- _Stored items from a collection_
■ ■ ■ ■

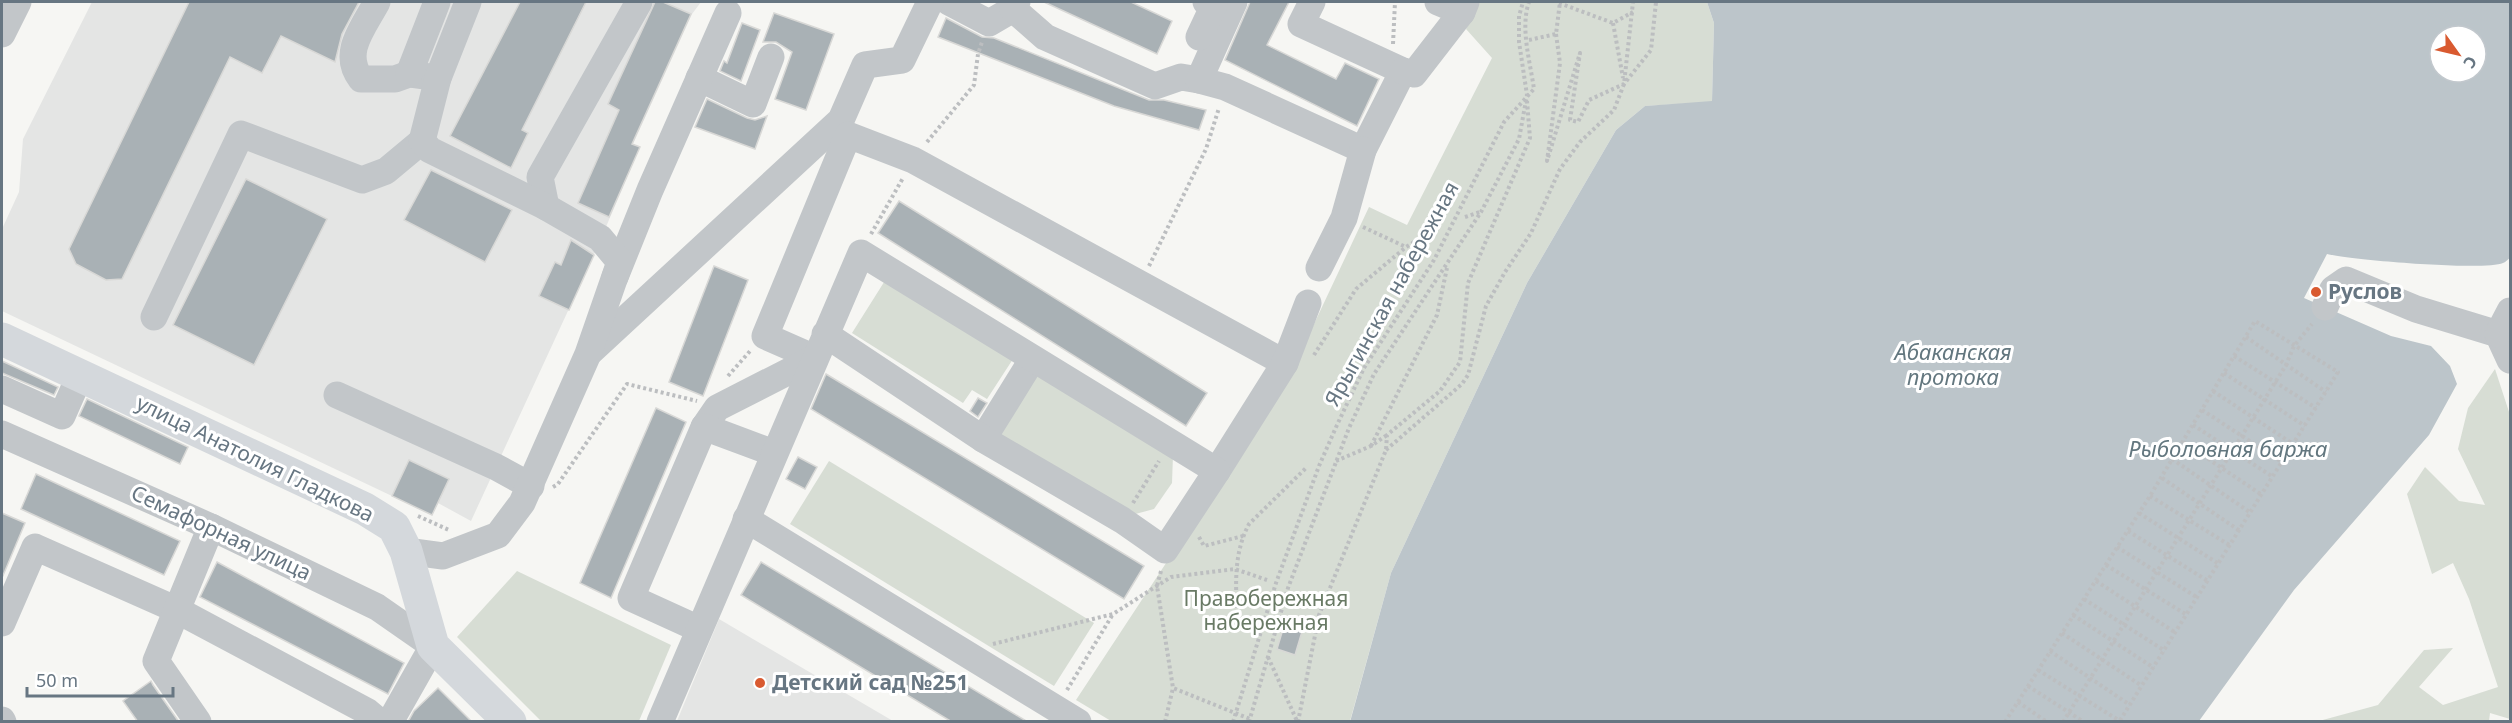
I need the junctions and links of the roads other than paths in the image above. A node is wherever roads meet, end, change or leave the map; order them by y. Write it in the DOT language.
graph roads {
  1 [pos="18,2"];
  2 [pos="377,2"];
  3 [pos="437,2"];
  4 [pos="468,2"];
  5 [pos="639,2"];
  6 [pos="930,2"];
  7 [pos="948,2"];
  8 [pos="1206,2"];
  9 [pos="1234,2"];
  10 [pos="1312,2"];
  11 [pos="1015,5"];
  12 [pos="1455,5"];
  13 [pos="728,13"];
  14 [pos="2,34"];
  15 [pos="771,57"];
  16 [pos="1397,68"];
  17 [pos="409,74"];
  18 [pos="438,78"];
  19 [pos="699,78"];
  20 [pos="1190,78"];
  21 [pos="422,141"];
  22 [pos="1363,150"];
  23 [pos="546,207"];
  24 [pos="620,262"];
  25 [pos="1319,268"];
  26 [pos="1308,303"];
  27 [pos="2325,307"];
  28 [pos="154,317"];
  29 [pos="2504,322"];
  30 [pos="2,339"];
  31 [pos="820,346"];
  32 [pos="588,354"];
  33 [pos="1032,360"];
  34 [pos="2511,360"];
  35 [pos="1285,363"];
  36 [pos="80,375"];
  37 [pos="2,389"];
  38 [pos="337,395"];
  39 [pos="704,427"];
  40 [pos="2,434"];
  41 [pos="983,439"];
  42 [pos="774,453"];
  43 [pos="1217,471"];
  44 [pos="531,486"];
  45 [pos="746,519"];
  46 [pos="211,527"];
  47 [pos="406,551"];
  48 [pos="175,609"];
  49 [pos="2,623"];
  50 [pos="699,629"];
  51 [pos="433,646"];
  52 [pos="1067,715"];
  53 [pos="198,722"];
  54 [pos="380,722"];
  55 [pos="390,722"];
  56 [pos="510,722"];
  57 [pos="660,722"];
  1 -- 14 [label="street"];
  2 -- 17 [label="street"];
  3 -- 17 [label="street"];
  4 -- 18 [label="street"];
  5 -- 23 [label="street"];
  6 -- 32 [label="street"];
  7 -- 11 [label="street"];
  8 -- 20 [label="street"];
  9 -- 20 [label="street"];
  10 -- 16 [label="street"];
  11 -- 20 [label="street"];
  12 -- 16 [label="street"];
  13 -- 19 [label="street"];
  15 -- 19 [label="street"];
  16 -- 22 [label="street"];
  17 -- 18 [label="street"];
  18 -- 21 [label="street"];
  19 -- 24 [label="street"];
  20 -- 22 [label="street"];
  21 -- 23 [label="street"];
  21 -- 28 [label="street"];
  22 -- 25 [label="street"];
  23 -- 24 [label="street"];
  24 -- 32 [label="street"];
  26 -- 35 [label="street"];
  27 -- 29 [label="street"];
  29 -- 34 [label="street"];
  30 -- 36 [label="main road, улица Анатолия Гладкова"];
  31 -- 33 [label="street"];
  31 -- 35 [label="street"];
  31 -- 39 [label="street"];
  31 -- 41 [label="street"];
  31 -- 42 [label="street"];
  32 -- 44 [label="street"];
  33 -- 41 [label="street"];
  33 -- 43 [label="street"];
  35 -- 43 [label="street"];
  36 -- 37 [label="street"];
  36 -- 47 [label="main road, улица Анатолия Гладкова"];
  38 -- 44 [label="street"];
  39 -- 42 [label="street"];
  39 -- 50 [label="street"];
  40 -- 46 [label="street, Семафорная улица"];
  41 -- 43 [label="street"];
  42 -- 45 [label="street"];
  44 -- 47 [label="street"];
  45 -- 50 [label="street"];
  45 -- 52 [label="street"];
  46 -- 48 [label="street"];
  46 -- 51 [label="street, Семафорная улица"];
  47 -- 51 [label="main road, улица Анатолия Гладкова"];
  48 -- 49 [label="street"];
  48 -- 53 [label="street"];
  48 -- 54 [label="street"];
  50 -- 57 [label="street"];
  51 -- 55 [label="street"];
  51 -- 56 [label="main road, улица Анатолия Гладкова"];
}
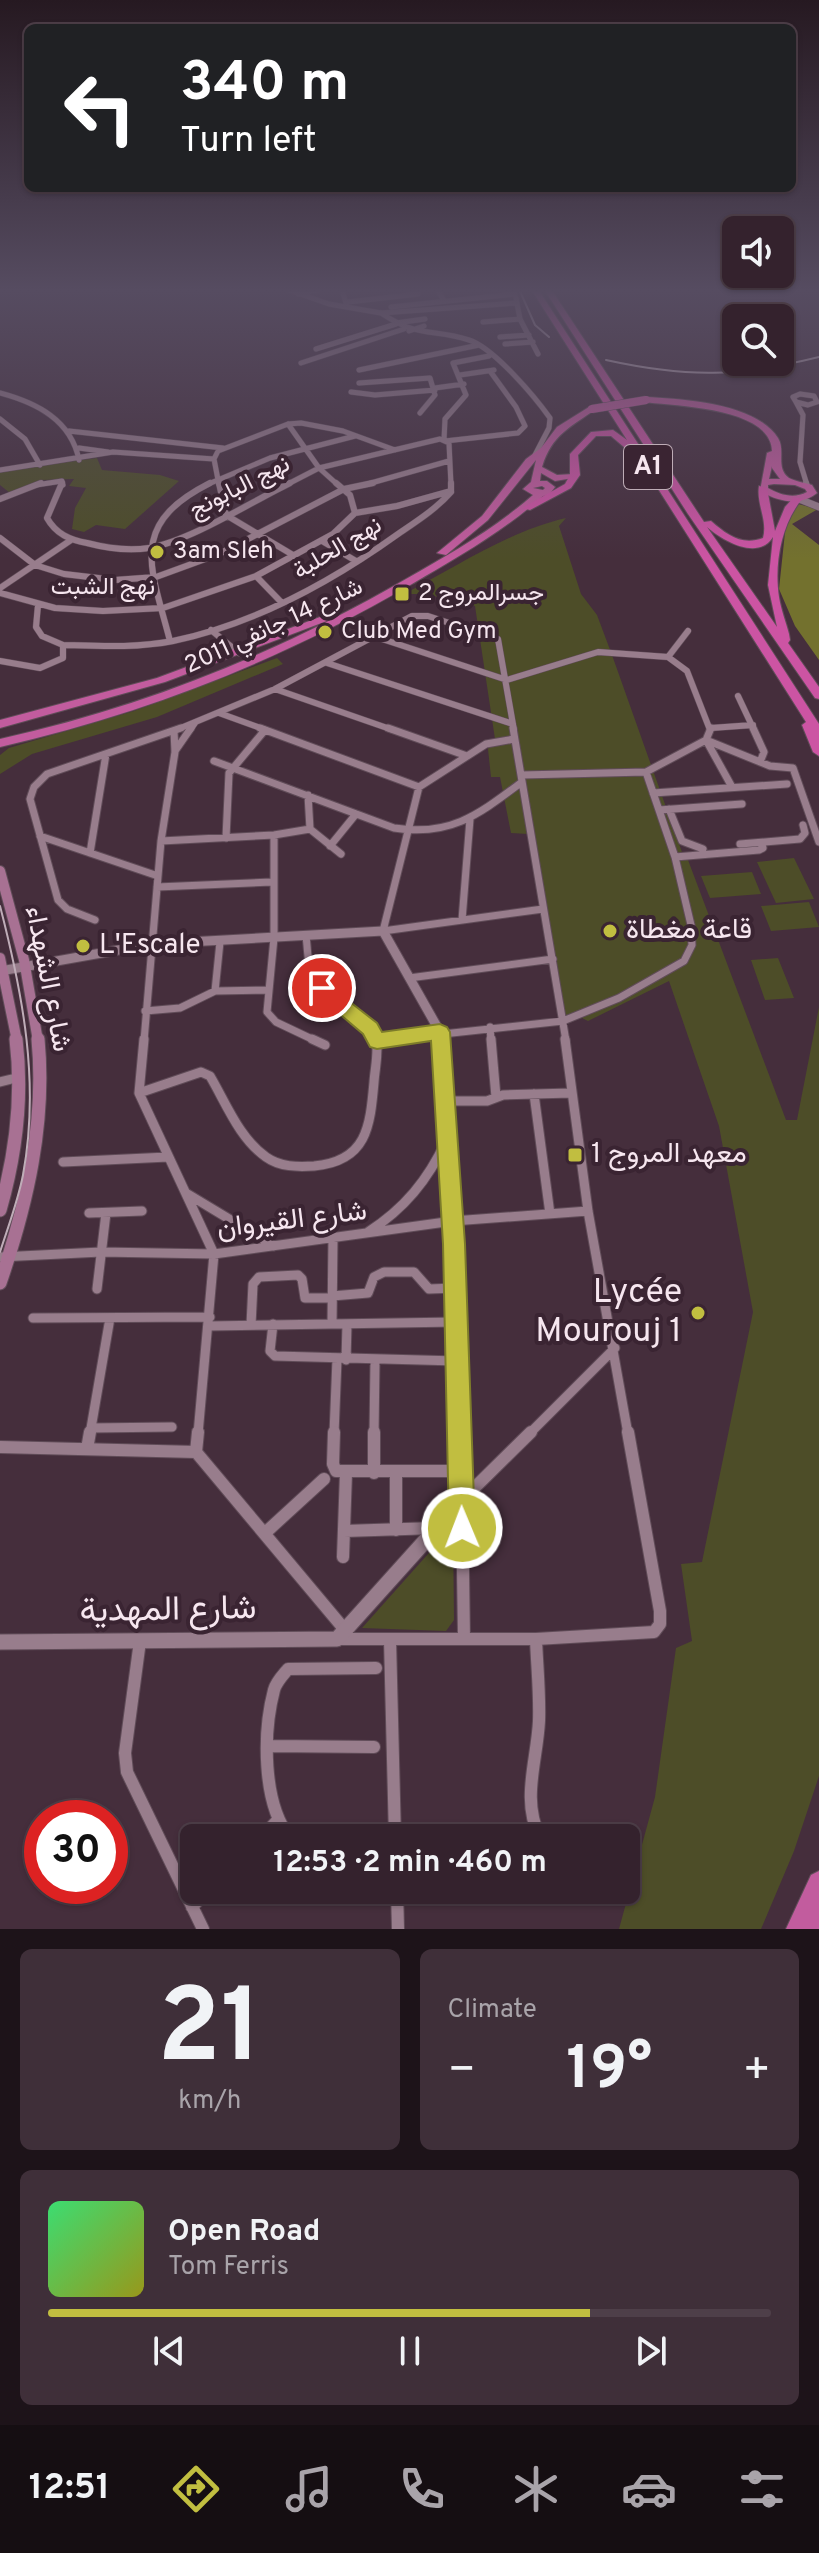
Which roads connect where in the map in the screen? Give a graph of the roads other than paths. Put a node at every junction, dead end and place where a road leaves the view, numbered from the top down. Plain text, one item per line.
1 (398, 379) edge
2 (430, 379) edge
3 (462, 379) edge
4 (495, 379) edge
5 (516, 379) edge
6 (591, 379) edge
7 (605, 379) edge
8 (359, 383) dead end
9 (464, 384) junction
10 (435, 389) junction
11 (351, 392) dead end
12 (0, 393) edge
13 (605, 401) junction
14 (647, 401) junction
15 (796, 402) junction
16 (812, 404) junction
17 (593, 410) junction
18 (420, 413) dead end
19 (803, 415) junction
20 (0, 419) edge
21 (288, 424) junction
22 (69, 431) junction
23 (355, 436) junction
24 (445, 440) junction
25 (302, 446) junction
26 (79, 448) junction
27 (223, 448) junction
28 (396, 450) junction
29 (638, 451) junction
30 (113, 452) junction
31 (538, 453) junction
32 (214, 459) junction
33 (79, 460) junction
34 (449, 461) junction
35 (40, 465) junction
36 (319, 468) junction
37 (0, 470) edge
38 (543, 470) junction
39 (802, 470) junction
40 (570, 476) junction
41 (217, 480) junction
42 (788, 481) junction
43 (763, 486) junction
44 (807, 486) junction
45 (540, 487) junction
46 (344, 489) junction
47 (451, 491) junction
48 (436, 496) junction
49 (2, 498) edge
50 (801, 498) junction
51 (444, 500) junction
52 (0, 506) edge
53 (818, 506) edge
54 (527, 508) junction
55 (355, 513) junction
56 (693, 514) junction
57 (226, 515) junction
58 (258, 535) junction
59 (0, 538) edge
60 (71, 540) junction
61 (322, 541) junction
62 (149, 548) junction
63 (442, 553) junction
64 (293, 555) junction
65 (356, 561) junction
66 (35, 565) junction
67 (256, 576) junction
68 (156, 577) junction
69 (0, 591) edge
70 (282, 603) junction
71 (38, 605) junction
72 (163, 608) junction
73 (346, 618) junction
74 (211, 630) junction
75 (688, 631) dead end
76 (376, 637) junction
77 (273, 640) junction
78 (170, 641) junction
79 (785, 644) junction
80 (63, 645) junction
81 (282, 650) junction
82 (239, 653) junction
83 (668, 657) junction
84 (0, 661) edge
85 (327, 663) junction
86 (507, 680) junction
87 (275, 689) junction
88 (819, 695) edge
89 (738, 696) dead end
90 (218, 713) junction
91 (804, 713) junction
92 (61, 719) junction
93 (195, 723) junction
94 (0, 724) edge
95 (513, 724) junction
96 (753, 725) junction
97 (711, 728) junction
98 (265, 730) junction
99 (0, 731) edge
100 (174, 731) junction
101 (819, 733) edge
102 (20, 738) junction
103 (514, 739) junction
104 (0, 740) edge
105 (706, 740) junction
106 (0, 749) edge
107 (175, 752) junction
108 (819, 752) edge
109 (106, 754) junction
110 (467, 756) junction
111 (214, 761) dead end
112 (760, 762) junction
113 (231, 768) junction
114 (646, 772) junction
115 (522, 778) junction
116 (787, 784) dead end
117 (419, 787) junction
118 (732, 787) junction
119 (653, 793) junction
120 (308, 795) junction
121 (742, 804) dead end
122 (669, 809) junction
123 (659, 810) junction
124 (356, 814) junction
125 (470, 819) junction
126 (803, 825) dead end
127 (310, 829) junction
128 (405, 830) junction
129 (274, 835) junction
130 (40, 836) junction
131 (226, 838) junction
132 (161, 841) junction
133 (819, 842) edge
134 (762, 843) junction
135 (740, 844) dead end
136 (330, 846) junction
137 (703, 849) dead end
138 (90, 853) junction
139 (341, 854) dead end
140 (675, 857) junction
141 (0, 871) edge
142 (158, 876) junction
143 (272, 882) junction
144 (157, 887) junction
145 (543, 909) junction
146 (95, 920) dead end
147 (462, 920) junction
148 (383, 931) junction
149 (306, 937) junction
150 (274, 938) junction
151 (220, 942) junction
152 (152, 944) junction
153 (553, 959) junction
154 (24, 965) junction
155 (1, 966) edge
156 (409, 978) junction
157 (268, 990) junction
158 (215, 991) junction
159 (145, 1011) junction
160 (16, 1018) junction
161 (563, 1021) junction
162 (0, 1022) edge
163 (490, 1027) junction
164 (440, 1032) junction
165 (377, 1041) junction
166 (325, 1045) dead end
167 (20, 1077) junction
168 (0, 1082) edge
169 (139, 1093) junction
170 (571, 1093) junction
171 (534, 1094) junction
172 (496, 1097) junction
173 (447, 1101) junction
174 (446, 1140) junction
175 (168, 1157) junction
176 (63, 1162) dead end
177 (186, 1193) junction
178 (0, 1210) edge
179 (142, 1211) dead end
180 (588, 1211) junction
181 (89, 1213) dead end
182 (106, 1213) junction
183 (550, 1214) junction
184 (453, 1221) junction
185 (364, 1234) junction
186 (333, 1238) junction
187 (275, 1246) junction
188 (101, 1252) junction
189 (214, 1254) junction
190 (5, 1256) edge
191 (0, 1283) edge
192 (456, 1288) junction
193 (97, 1289) dead end
194 (332, 1297) junction
195 (33, 1318) dead end
196 (110, 1318) junction
197 (210, 1322) junction
198 (456, 1322) junction
199 (273, 1324) junction
200 (332, 1324) junction
201 (347, 1324) junction
202 (251, 1325) junction
203 (615, 1348) junction
204 (342, 1359) junction
205 (375, 1361) junction
206 (457, 1361) junction
207 (172, 1427) dead end
208 (91, 1428) junction
209 (0, 1447) edge
210 (87, 1449) junction
211 (196, 1452) junction
212 (460, 1471) junction
213 (346, 1473) junction
214 (374, 1473) junction
215 (396, 1473) junction
216 (324, 1479) dead end
217 (462, 1500) junction
218 (436, 1528) junction
219 (396, 1530) junction
220 (344, 1531) junction
221 (265, 1533) junction
222 (343, 1557) dead end
223 (341, 1635) junction
224 (464, 1639) junction
225 (536, 1639) junction
226 (140, 1640) junction
227 (390, 1640) junction
228 (0, 1642) edge
229 (376, 1668) dead end
230 (270, 1746) junction
231 (374, 1747) dead end
232 (276, 1822) edge
233 (395, 1824) edge
234 (532, 1824) edge
235 (819, 1883) edge
236 (195, 1904) edge
237 (397, 1904) edge
238 (192, 1907) junction
239 (819, 1920) edge
240 (203, 1929) edge
241 (398, 1929) edge
242 (798, 1929) edge
243 (814, 1929) edge

1 - 8 street
2 - 10 street
3 - 9 street
4 - 24 street, نهج البابونج
5 - 31 street
6 - 13 highway, A1
7 - 56 highway, A1
9 - 10 street
9 - 24 street
10 - 11 street
10 - 18 street
12 - 22 street
13 - 29 highway, A1
13 - 40 highway
14 - 17 highway, bridge
14 - 42 highway
14 - 43 highway
15 - 16 street
15 - 16 street
15 - 19 street
16 - 19 street
17 - 31 highway
17 - 38 highway
19 - 39 street
20 - 35 street
21 - 23 street
21 - 25 street
21 - 27 street
22 - 26 street
22 - 27 street
23 - 25 street
23 - 28 street
24 - 28 street, نهج البابونج
24 - 34 street
25 - 36 street
25 - 41 street
26 - 30 street
26 - 33 street
27 - 32 street
28 - 36 street, نهج البابونج
29 - 54 highway
29 - 91 highway, A1
30 - 32 street
30 - 33 street
31 - 45 highway
31 - 63 highway
32 - 41 street
33 - 35 street
34 - 46 street
34 - 47 street
35 - 37 street
36 - 46 street
36 - 57 street, نهج البابونج
38 - 40 highway
38 - 45 highway
39 - 42 street
39 - 44 street
40 - 45 highway
41 - 57 street
41 - 62 street
42 - 43 highway
42 - 44 highway
43 - 50 highway
43 - 56 highway
44 - 50 highway
45 - 54 highway, شارع 14 جانفي 2011
45 - 63 highway, شارع 14 جانفي 2011
46 - 55 street
46 - 58 street
47 - 48 street, نهج الحلبة
47 - 51 street, نهج الحلبة
48 - 51 street
48 - 55 street, نهج الحلبة
49 - 52 street
49 - 60 street
50 - 53 street
50 - 79 highway
51 - 65 street, نهج الحلبة
54 - 73 highway, شارع 14 جانفي 2011
55 - 61 street, نهج الحلبة
56 - 79 highway, A1
57 - 58 street
57 - 62 street, نهج البابونج
58 - 64 street
58 - 68 street
59 - 66 street
60 - 62 street, نهج البابونج
60 - 66 street
61 - 64 street, نهج الحلبة
61 - 65 street
62 - 68 street
63 - 77 highway, شارع 14 جانفي 2011
64 - 67 street, نهج الشبت
65 - 70 street, نهج الحلبة
66 - 68 street
66 - 69 street
67 - 70 street
67 - 72 street, نهج الشبت
68 - 72 street
69 - 71 street, نهج الشبت
70 - 74 street, نهج الحلبة
71 - 72 street, نهج الشبت
71 - 80 street
72 - 78 street
73 - 76 street
73 - 81 highway, شارع 14 جانفي 2011
74 - 78 street, نهج الحلبة
74 - 82 street
75 - 83 street
76 - 85 street
76 - 86 street
76 - 86 street
77 - 82 highway, شارع 14 جانفي 2011
77 - 92 highway
78 - 80 street, نهج الحلبة
79 - 88 highway, A1
80 - 84 street
81 - 92 highway
81 - 102 highway, شارع 14 جانفي 2011
82 - 94 highway, شارع 14 جانفي 2011
83 - 86 street
83 - 97 street
85 - 87 street
85 - 95 street
86 - 95 street
87 - 90 street
87 - 110 street
89 - 96 street
90 - 93 street
90 - 98 street
91 - 101 highway, A1
91 - 108 highway
92 - 99 highway
92 - 104 highway
93 - 100 street
93 - 107 street
95 - 103 street
96 - 97 street
96 - 112 street
97 - 105 street
98 - 113 street
98 - 117 street
100 - 107 street
100 - 109 street
102 - 104 highway, شارع 14 جانفي 2011
102 - 106 highway
103 - 110 street
103 - 115 street
105 - 112 street
105 - 114 street
105 - 118 street
107 - 132 street
109 - 130 street
109 - 138 street
110 - 117 street
111 - 113 street
112 - 133 street
113 - 120 street
113 - 131 street
114 - 115 street
114 - 119 street
115 - 125 street
115 - 145 street
116 - 118 street
117 - 128 street
118 - 119 street
119 - 123 street
120 - 124 street
120 - 127 street
121 - 122 street
122 - 123 street
122 - 137 street
123 - 140 street
124 - 128 street
124 - 136 street
125 - 128 street
125 - 147 street
126 - 134 street
127 - 129 street
127 - 136 street
128 - 148 street
129 - 131 street
129 - 143 street
130 - 138 street
130 - 146 street
131 - 132 street
132 - 142 street
134 - 135 street
134 - 140 street
136 - 139 street
138 - 142 street
140 - 161 street
141 - 154 main road, شارع الشهداء
142 - 144 street
143 - 144 street
143 - 150 street
144 - 152 street
145 - 147 street
145 - 153 street
147 - 148 street
148 - 149 street
148 - 156 street
149 - 150 street
149 - 165 street
150 - 151 street
150 - 157 street
151 - 152 street
151 - 158 street
152 - 154 street
152 - 159 street
153 - 156 street
153 - 161 street
154 - 155 street
154 - 190 main road, شارع الشهداء
155 - 160 main road, شارع الشهداء
156 - 164 street
157 - 158 street
157 - 166 street
158 - 159 street
159 - 169 street
160 - 162 street
160 - 167 main road, شارع الشهداء
161 - 163 street
161 - 170 street
163 - 164 street
163 - 172 street
164 - 165 street
164 - 173 street
165 - 169 street
167 - 168 street
167 - 178 main road, شارع الشهداء
169 - 175 street
170 - 171 street
170 - 180 street
171 - 172 street
171 - 183 street
172 - 173 street
173 - 174 street
174 - 184 street
174 - 185 street
175 - 176 street
175 - 177 street
177 - 187 street
177 - 189 street
179 - 182 street
180 - 183 street, شارع القيروان
180 - 203 street
181 - 182 street
182 - 188 street
183 - 184 street, شارع القيروان
184 - 185 street, شارع القيروان
184 - 192 street
185 - 186 street, شارع القيروان
186 - 187 street, شارع القيروان
186 - 194 street
187 - 189 street, شارع القيروان
188 - 189 street, شارع القيروان
188 - 190 street, شارع القيروان
188 - 193 street
189 - 197 street
190 - 191 main road, شارع الشهداء
192 - 194 street
192 - 198 street
194 - 200 street
194 - 202 street
195 - 196 street
196 - 197 street
196 - 208 street
197 - 202 street
197 - 211 street
198 - 201 street
198 - 206 street
199 - 200 street
199 - 202 street
199 - 204 street
200 - 201 street
201 - 204 street
203 - 217 street
203 - 225 street
204 - 205 street
204 - 213 street
205 - 206 street
205 - 214 street
206 - 212 street
207 - 208 street
208 - 210 street
209 - 210 street
210 - 211 street
211 - 221 street
212 - 215 street
212 - 217 street
213 - 214 street
213 - 220 street
214 - 215 street
215 - 219 street
216 - 221 street
217 - 218 street
217 - 224 street
218 - 219 street
218 - 223 street
219 - 220 street
220 - 222 street
221 - 223 street
223 - 226 street, شارع المهدية
223 - 227 street
224 - 225 street
224 - 227 street
225 - 234 street
226 - 228 street, شارع المهدية
226 - 238 street
227 - 233 street
229 - 230 street
230 - 231 street
230 - 232 street
235 - 242 highway
236 - 238 street
237 - 241 street
238 - 240 street
239 - 243 highway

■ ■ ■ ■

- _TASK BRIEF_
Which of the lines above mention the word "paths"? Pull those lines out.

- _PROBLEM SOLUTION_
I need the junctions and links of the roads other than paths in the image above. A node is wherever roads meet, end, change or leave the map; order them by y. Write it in the DOT language.
Which roads connect where in the map in the screen? Give a graph of the roads other than paths. Put a node at every junction, dead end and place where a road leaves the view, numbered from the top down. Plain text, one item per line.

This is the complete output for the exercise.